## Action item
Transcribe the data in full; each line must match exactly.
━━━━
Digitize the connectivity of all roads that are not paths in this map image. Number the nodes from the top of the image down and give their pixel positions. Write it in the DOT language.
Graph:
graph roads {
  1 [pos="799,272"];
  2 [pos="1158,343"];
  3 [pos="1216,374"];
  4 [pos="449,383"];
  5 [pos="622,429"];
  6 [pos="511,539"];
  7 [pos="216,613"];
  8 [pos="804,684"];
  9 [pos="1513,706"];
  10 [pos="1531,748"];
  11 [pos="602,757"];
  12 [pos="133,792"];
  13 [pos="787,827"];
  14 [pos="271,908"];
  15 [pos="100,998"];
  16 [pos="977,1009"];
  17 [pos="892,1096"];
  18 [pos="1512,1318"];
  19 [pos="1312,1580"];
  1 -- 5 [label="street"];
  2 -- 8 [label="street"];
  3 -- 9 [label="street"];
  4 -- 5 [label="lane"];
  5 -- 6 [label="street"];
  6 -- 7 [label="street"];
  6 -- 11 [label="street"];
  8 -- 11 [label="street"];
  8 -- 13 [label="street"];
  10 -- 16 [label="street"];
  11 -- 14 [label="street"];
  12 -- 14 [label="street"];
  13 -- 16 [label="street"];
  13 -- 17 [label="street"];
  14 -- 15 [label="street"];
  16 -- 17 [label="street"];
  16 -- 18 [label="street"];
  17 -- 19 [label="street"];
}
━━━━
## Exercise response
Digitize the connectivity of all roads that are not paths in this map image. Number the nodes from the top of the image down and give their pixel positions. Write it in the DOT language.
Graph:
graph roads {
  1 [pos="799,272"];
  2 [pos="1158,343"];
  3 [pos="1216,374"];
  4 [pos="449,383"];
  5 [pos="622,429"];
  6 [pos="511,539"];
  7 [pos="216,613"];
  8 [pos="804,684"];
  9 [pos="1513,706"];
  10 [pos="1531,748"];
  11 [pos="602,757"];
  12 [pos="133,792"];
  13 [pos="787,827"];
  14 [pos="271,908"];
  15 [pos="100,998"];
  16 [pos="977,1009"];
  17 [pos="892,1096"];
  18 [pos="1512,1318"];
  19 [pos="1312,1580"];
  1 -- 5 [label="street"];
  2 -- 8 [label="street"];
  3 -- 9 [label="street"];
  4 -- 5 [label="lane"];
  5 -- 6 [label="street"];
  6 -- 7 [label="street"];
  6 -- 11 [label="street"];
  8 -- 11 [label="street"];
  8 -- 13 [label="street"];
  10 -- 16 [label="street"];
  11 -- 14 [label="street"];
  12 -- 14 [label="street"];
  13 -- 16 [label="street"];
  13 -- 17 [label="street"];
  14 -- 15 [label="street"];
  16 -- 17 [label="street"];
  16 -- 18 [label="street"];
  17 -- 19 [label="street"];
}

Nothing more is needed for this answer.